We found — or rather, “Party School” found us — through an email to our wonderful Humor Editor, Bryan Burke and since then, it’s been a running bit in the office that someone — ANY0NE — has to read the entirety of the book and review it. And thus, we four intrepid journalist-masochists set out to read. On a Tuesday evening, we convened. For two and a half hours, we read. And for the rest of time, “Party School” will be burned into our memory.

“Party School” follows Dylan Mills, a college freshman who may as well be majoring in weed. The reader follows Mills on his journey to a new school, dealing with — as one of our staff members put it, — “slumming it with the normies” and missing his long-distance girlfriend, Rosemary.

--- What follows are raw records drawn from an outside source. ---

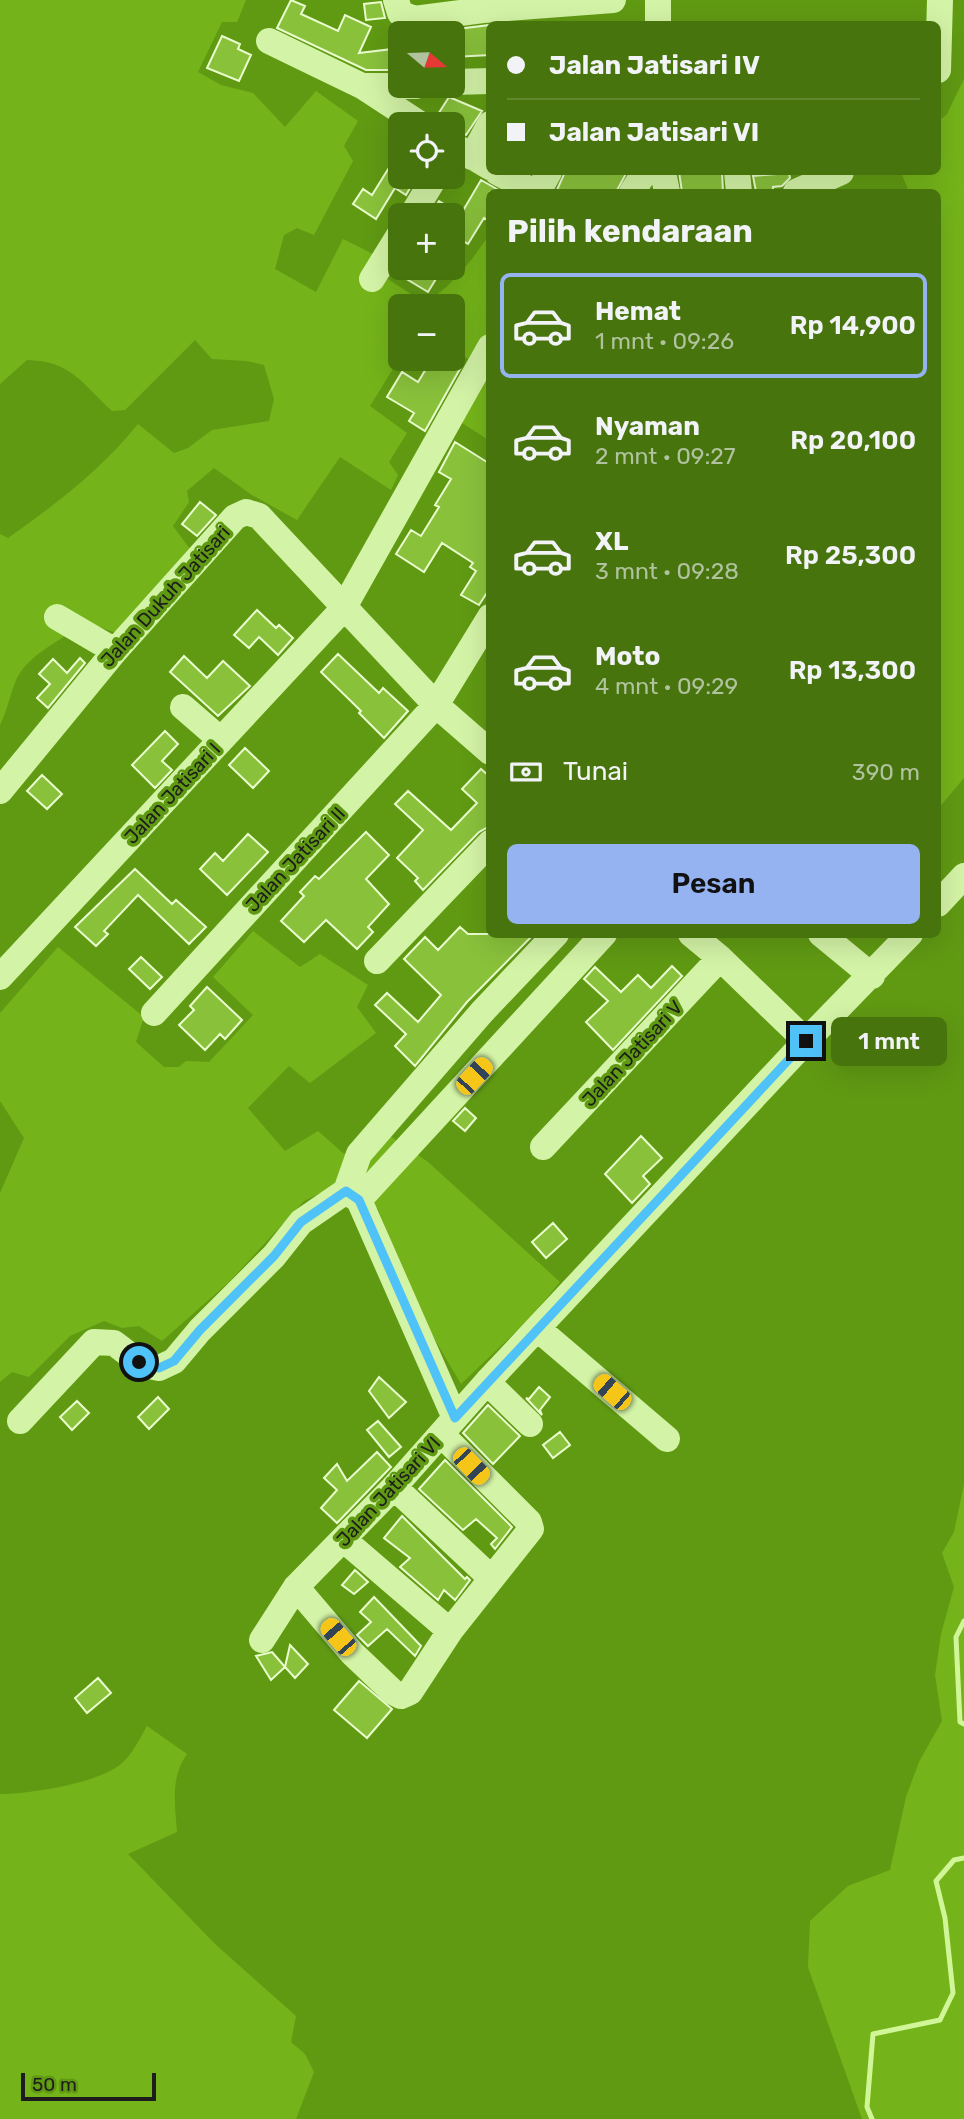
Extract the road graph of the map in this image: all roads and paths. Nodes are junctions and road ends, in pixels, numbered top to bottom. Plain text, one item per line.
1 (396, 0) edge
2 (613, 0) edge
3 (658, 0) edge
4 (565, 2) edge
5 (940, 2) edge
6 (482, 5) edge
7 (658, 21) edge
8 (939, 21) edge
9 (269, 41) dead end
10 (486, 81) edge
11 (466, 82) edge
12 (362, 86) junction
13 (388, 86) edge
14 (402, 112) edge
15 (486, 131) edge
16 (472, 157) edge
17 (503, 175) edge
18 (834, 175) edge
19 (530, 189) edge
20 (803, 189) edge
21 (388, 253) edge
22 (372, 279) dead end
23 (486, 354) edge
24 (343, 609) junction
25 (57, 617) dead end
26 (486, 624) edge
27 (115, 650) junction
28 (436, 705) junction
29 (183, 707) dead end
30 (221, 740) junction
31 (486, 749) edge
32 (0, 791) edge
33 (486, 847) edge
34 (964, 876) edge
35 (941, 901) edge
36 (552, 938) edge
37 (600, 938) edge
38 (696, 938) edge
39 (826, 938) edge
40 (906, 938) edge
41 (720, 958) junction
42 (377, 961) dead end
43 (872, 976) junction
44 (0, 977) edge
45 (155, 1013) dead end
46 (806, 1041) junction
47 (544, 1147) dead end
48 (353, 1195) junction
49 (538, 1329) junction
50 (488, 1382) junction
51 (20, 1421) dead end
52 (530, 1424) dead end
53 (448, 1426) junction
54 (667, 1439) dead end
55 (394, 1487) junction
56 (344, 1541) junction
57 (491, 1577) junction
58 (296, 1587) junction
59 (450, 1631) junction
60 (262, 1640) dead end

1 - 6 street
2 - 4 street
3 - 7 street
4 - 6 street
5 - 8 street
9 - 12 street
10 - 11 street
12 - 13 street
12 - 14 street
15 - 16 street
17 - 19 street
18 - 20 street
21 - 22 street
23 - 24 street
24 - 27 street, Jalan Dukuh Jatisari
24 - 28 street, Jalan Dukuh Jatisari
24 - 30 street, Jalan Jatisari I
25 - 27 street
26 - 28 street
27 - 32 street, Jalan Dukuh Jatisari
28 - 31 street, Jalan Dukuh Jatisari
28 - 45 street, Jalan Jatisari II
29 - 30 street
30 - 44 street, Jalan Jatisari I
33 - 42 street
34 - 35 street
36 - 48 street
37 - 48 street
38 - 41 street
39 - 43 street
40 - 43 street
41 - 46 street
41 - 47 street, Jalan Jatisari V
43 - 46 street
46 - 49 street, Jalan Jatisari VI
48 - 51 street
48 - 53 street
49 - 50 street, Jalan Jatisari VI
49 - 54 street
50 - 52 street
50 - 53 street, Jalan Jatisari VI
53 - 55 street, Jalan Jatisari VI
53 - 57 street
55 - 56 street, Jalan Jatisari VI
55 - 57 street
56 - 58 street, Jalan Jatisari VI
56 - 59 street
57 - 59 street
58 - 59 street
58 - 60 street, Jalan Jatisari VI

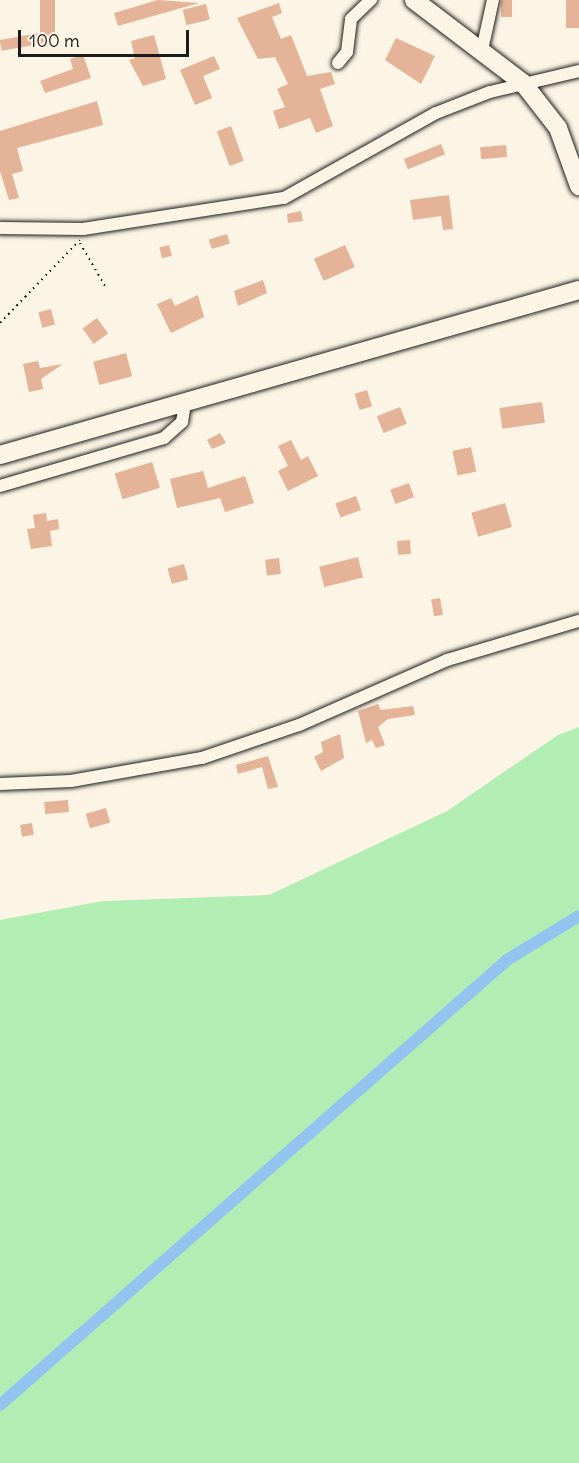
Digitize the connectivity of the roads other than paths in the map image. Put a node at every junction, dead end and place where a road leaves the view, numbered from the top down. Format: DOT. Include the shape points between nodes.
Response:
graph roads {
  1 [pos="370,0"];
  2 [pos="414,0"];
  3 [pos="493,0"];
  4 [pos="482,50"];
  5 [pos="338,63"];
  6 [pos="579,71"];
  7 [pos="522,83"];
  8 [pos="579,186"];
  9 [pos="0,228"];
  10 [pos="579,290"];
  11 [pos="184,404"];
  12 [pos="0,455"];
  13 [pos="0,486"];
  14 [pos="579,621"];
  15 [pos="0,784"];
  1 -- 5 [label="street" via="351,19 347,52"];
  2 -- 4 [label="main road"];
  3 -- 4 [label="street"];
  4 -- 7 [label="main road"];
  6 -- 7 [label="street"];
  7 -- 8 [label="main road" via="558,128"];
  7 -- 9 [label="street" via="436,113 284,198 83,229"];
  10 -- 11 [label="main road"];
  11 -- 12 [label="main road"];
  11 -- 13 [label="street" via="182,422 164,438"];
  14 -- 15 [label="street" via="447,660 299,725 202,758 71,781"];
}
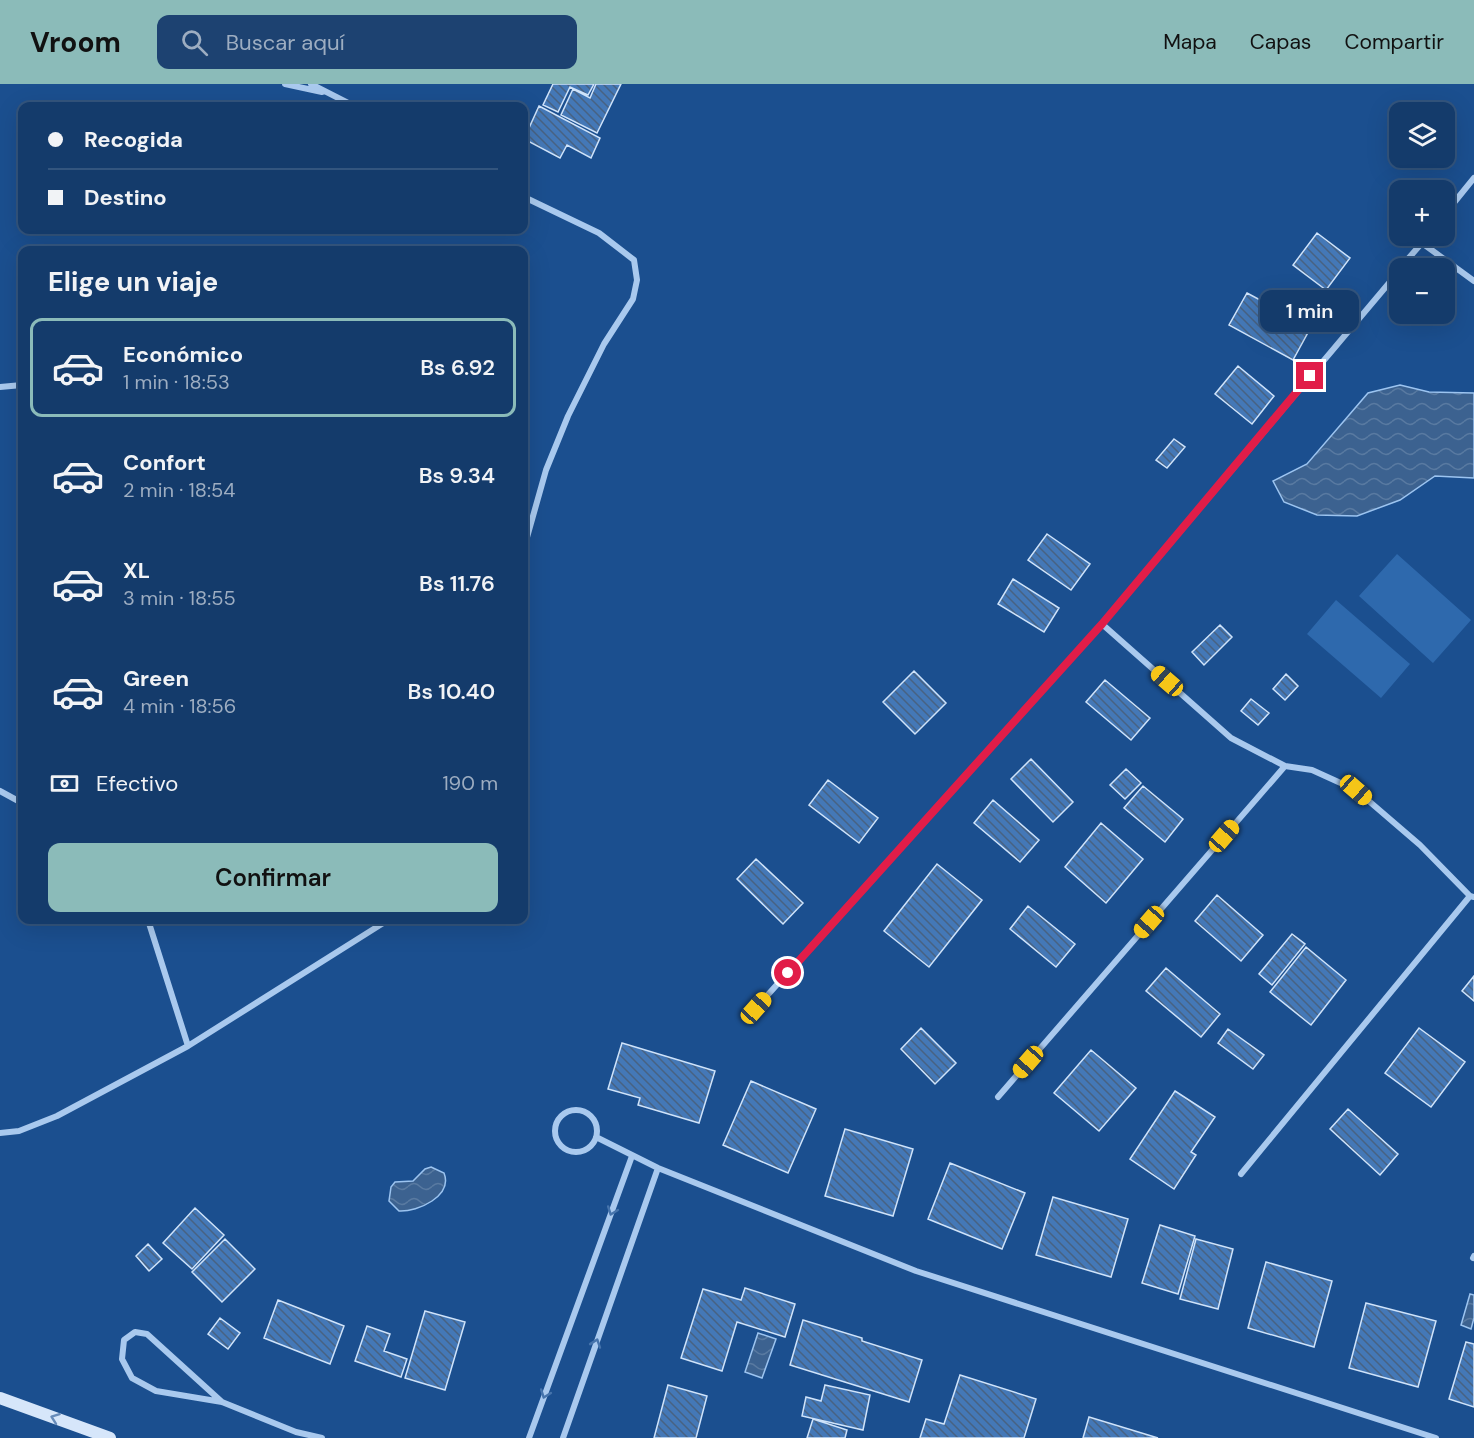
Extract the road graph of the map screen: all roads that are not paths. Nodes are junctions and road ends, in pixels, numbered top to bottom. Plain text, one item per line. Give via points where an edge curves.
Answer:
1 (285, 84) edge
2 (311, 84) edge
3 (332, 94) junction
4 (347, 102) edge
5 (1474, 178) edge
6 (528, 199) edge
7 (1455, 201) edge
8 (1419, 246) edge
9 (1426, 246) edge
10 (1409, 258) edge
11 (1474, 281) edge
12 (1389, 282) edge
13 (18, 385) edge
14 (0, 387) edge
15 (528, 532) edge
16 (1102, 624) junction
17 (1285, 766) junction
18 (0, 791) edge
19 (18, 801) edge
20 (1472, 896) edge
21 (149, 924) edge
22 (382, 924) edge
23 (756, 1008) dead end
24 (188, 1046) junction
25 (998, 1096) dead end
26 (0, 1133) edge
27 (596, 1137) junction
28 (632, 1156) junction
29 (658, 1168) junction
30 (1241, 1174) dead end
31 (0, 1398) edge
32 (222, 1402) junction
33 (110, 1438) edge
34 (322, 1438) edge
35 (529, 1438) edge
36 (563, 1438) edge
37 (1436, 1438) edge

1 - 3 street
2 - 3 street
3 - 4 street
5 - 7 street
6 - 15 street via 599,233 634,260 637,280 633,299 604,344 568,416 546,470
8 - 10 street
9 - 11 street
12 - 16 street
13 - 14 street
16 - 17 street via 1231,738
16 - 23 street
17 - 20 street via 1312,770 1356,790
17 - 25 street
18 - 19 street
20 - 30 street
21 - 24 street
22 - 24 street
24 - 26 street via 57,1116 19,1131
27 - 27 street via 596,1122 586,1112 571,1110 559,1118 554,1131 560,1145 573,1152 587,1149
27 - 28 street
28 - 29 street
28 -> 35 street
36 -> 29 street
29 - 37 street via 916,1271
33 -> 31 street
32 - 32 street via 156,1391 132,1378 122,1359 124,1340 135,1332 147,1334
32 - 34 street via 296,1432

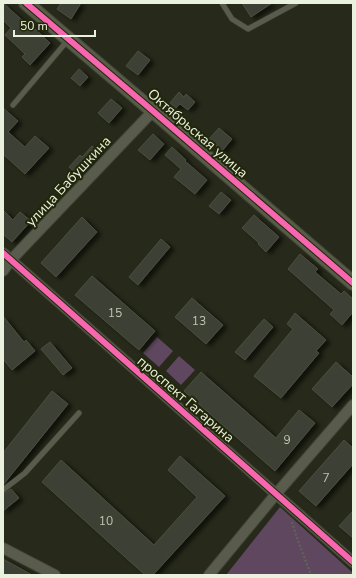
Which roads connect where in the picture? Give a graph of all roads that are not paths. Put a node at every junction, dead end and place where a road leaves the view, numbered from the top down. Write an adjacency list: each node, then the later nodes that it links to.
1 (26, 3): 4 (street, Октябрьская улица)
2 (222, 3): 3 (lane)
3 (296, 3)
4 (69, 39): 5 (lane); 6 (street, Октябрьская улица)
5 (12, 105)
6 (153, 110): 8 (street, улица Бабушкина); 10 (street, Октябрьская улица)
7 (3, 253): 8 (street, проспект Гагарина)
8 (11, 260): 9 (street, улица Бабушкина); 14 (street, проспект Гагарина)
9 (3, 271)
10 (353, 283)
11 (353, 405): 14 (street)
12 (79, 413): 13 (lane)
13 (3, 490)
14 (276, 494): 16 (street, проспект Гагарина); 18 (street)
15 (3, 548): 17 (street)
16 (353, 562)
17 (55, 575)
18 (209, 575)

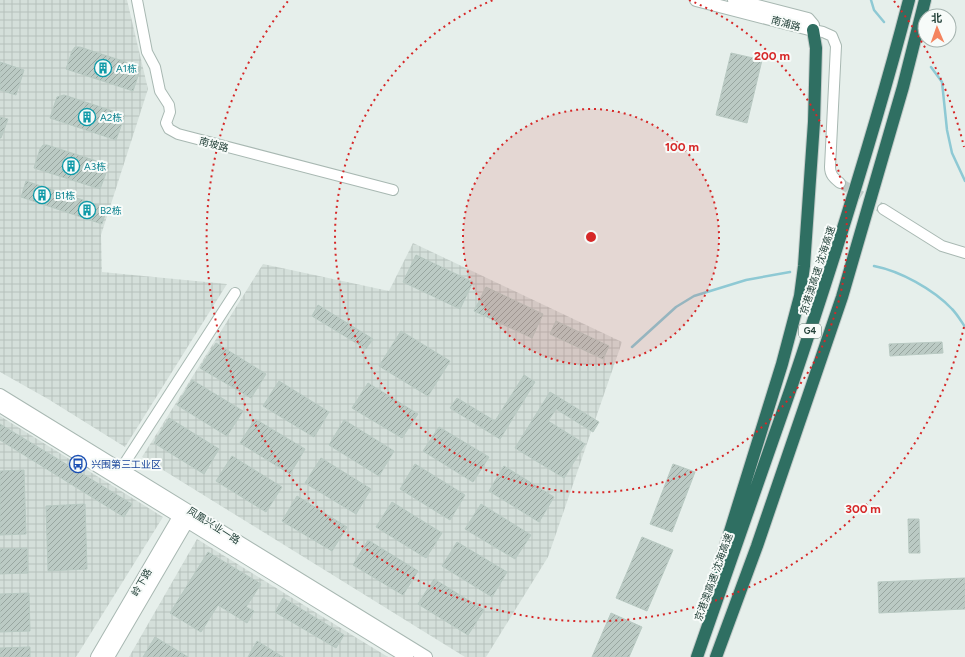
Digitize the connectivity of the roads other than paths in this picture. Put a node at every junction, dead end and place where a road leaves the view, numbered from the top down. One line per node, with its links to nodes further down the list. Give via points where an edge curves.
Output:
1 (137, 0): 8 (street, 南坡路, via 147,52 155,67 160,91 169,104 170,112 166,123 170,129 178,134)
2 (696, 0): 6 (street, 南浦路)
3 (734, 0): 6 (street, 南浦路, via 808,19)
4 (909, 0): 21 (highway, 京港澳高速 沈海高速 / G4, via 887,84 823,292 739,542)
5 (925, 0): 22 (highway, G4, via 903,87 842,297 757,546)
6 (813, 30): 7 (street, via 832,36 836,46 830,173); 20 (highway, via 816,48 814,122 800,296 782,364)
7 (840, 183)
8 (393, 190)
9 (883, 209): 10 (street, via 942,246)
10 (965, 253)
11 (235, 293): 14 (street)
12 (0, 395): 14 (street, 凤凰兴业一路)
13 (0, 406): 14 (street, 凤凰兴业一路)
14 (119, 473): 15 (street, 凤凰兴业一路)
15 (186, 514): 16 (street, 岭下路); 17 (street, 岭下路); 18 (street, 凤凰兴业一路); 19 (street, 凤凰兴业一路)
16 (97, 657)
17 (108, 657)
18 (407, 657)
19 (426, 657)
20 (691, 657)
21 (697, 657)
22 (716, 657)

The shenanigans start from the very beginning. On page two (two!!!), the reader is introduced to Mills’ high school friend, who is referred to as TTK. Who is TTK, you might ask? 

 “TTK is short for The Taliban Kid,” Hart writes. “He has an insane story. His parents had been in the Taliban, and he’s an orphan.” And then the story moves on. If you’re still caught up on that, don’t worry, so are we, but we must move forward. “Party School” waits for no one.

Perhaps the best way to describe “Party School” is through a list of Mills’ priorities:

  1. Rosemary (no matter what she does to him)
  2. The terrifying possibility of being a disappointment to the entire universe
  3. Barry Manilow (you may know of his song “Copa Cabana”)
  4. His high school job — working at Luncheonette, the local restaurant 
  5. Getting secondhand high
  6. Vert disc (ultimate frisbee, but on a mountain)
  7. Going to Mars
  8. ….
  9. ….
  10. …. (did we mention his exclusive use of the quad ellipsis?) 
  11. Academics

Readers may try to follow the plot, but, as in our case, it is near impossible to not get distracted by the sense of absurdity that builds with every sentence. Mills goes through — what we can only assume, as students of UR — the standard collegiate shenanigans for students that attend higher-level institutions that could be referred to as “party schools.”

He goes to parties, he slips-and-slides around on soapy plastic, he gets secondhand high while listening to his favorite musical artist, Barry Manilow, and regrets not auditioning for collegiate a cappella.

Oh, don’t you worry though — there is some substance to go with the substances. Just like every UR student, Mills suffers from a classic case of impostor syndrome — and just like everyone who submits questions to “Sex and the CT,” has a near-fatal case of barely-resolvable relationship trauma. 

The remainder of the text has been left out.